For her part, Sarah Farrell, Allstate Investments’ head of private equity in Europe and Asia, said she does not anticipate a reallocation in the insurer’s roughly $94 billion investment portfolio that covers private equity, real estate, public markets, opportunistic, and agriculture.
However, Farrell said Allstate is “very mindful of the implications of the current environment as well as very high asset pricing”.
While tech-enabled businesses – those that are high-growth, high margin and with high cashflow conversion – are benefitting from the market environment, Farrell noted that it all comes down to being “very careful” around GP relationships. “If you are allocating to that particular space, you have got to be careful that you are working with a partner who can still continue to add value at very high prices,” she said.

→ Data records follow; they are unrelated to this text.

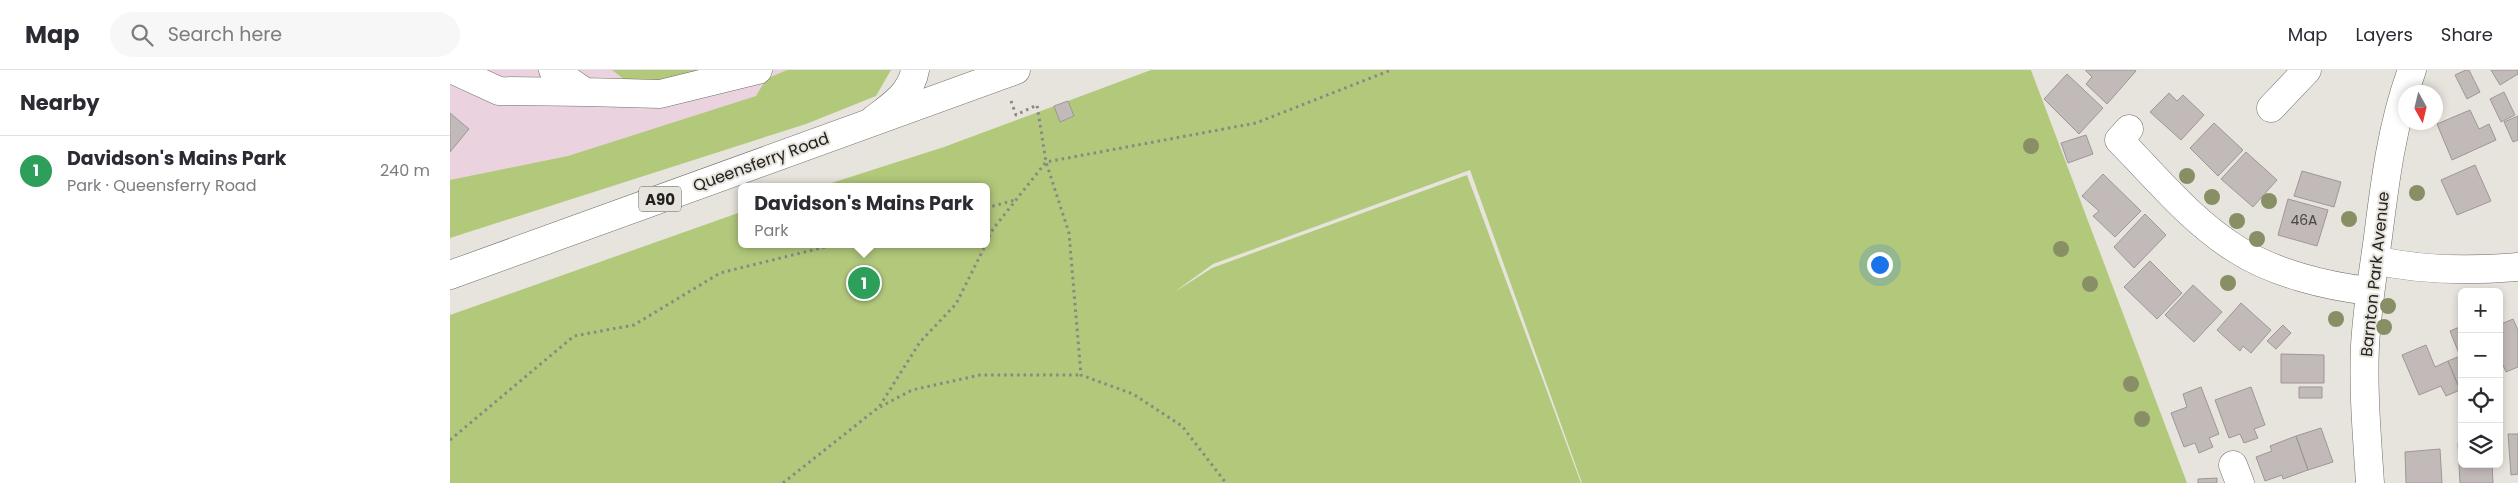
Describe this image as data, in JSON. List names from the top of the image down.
{
  "streets": {
    "street": ["Queensferry Road", "A90", "Barnton Park Avenue"]
  },
  "house_numbers": ["46A"],
  "north": "bottom",
  "page": {
    "header": "Map",
    "search": "Search here",
    "nav": ["Map", "Layers", "Share"],
    "heading": "Nearby",
    "list": [
      {
        "mark": "1",
        "name": "Davidson's Mains Park",
        "note": "Park · Queensferry Road",
        "value": "240 m"
      }
    ],
    "popup": ["Davidson's Mains Park", "Park"],
    "pins": "1",
    "map_buttons": ["+", "−"]
  }
}
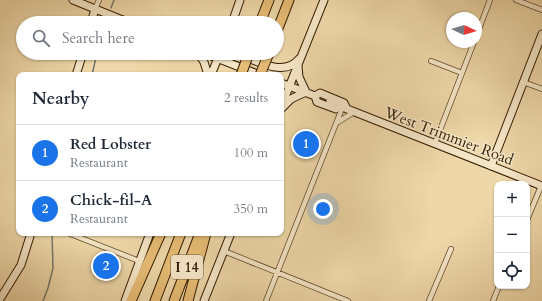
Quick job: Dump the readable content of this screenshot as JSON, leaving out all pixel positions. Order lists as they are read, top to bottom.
{
  "streets": {
    "highway": ["I 14"],
    "main road": ["West Trimmier Road"]
  },
  "north": "right",
  "page": {
    "search": "Search here",
    "heading": ["Nearby", "2 results"],
    "list": [
      {
        "mark": "1",
        "name": "Red Lobster",
        "note": "Restaurant",
        "value": "100 m"
      },
      {
        "mark": "2",
        "name": "Chick-fil-A",
        "note": "Restaurant",
        "value": "350 m"
      }
    ],
    "pins": ["1", "2"],
    "map_buttons": ["+", "−"]
  }
}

Along with backing growth managers, Allstate has recently committed to GPs and deployed co-investment capital that benefit from a more “stressed type of environment”, Farrell said.
For Sunsuper’s Maria Guo, an investment manager for private markets at the roughly A$70 billion ($54 billion; €44 billion) superannuation fund, the environment has meant more stress investing and paying more attention to downside scenarios, especially when purchasing assets with higher valuations.
“There is so much capital chasing the same assets,” Guo said. “We have seen returns on these become very, very competitive.”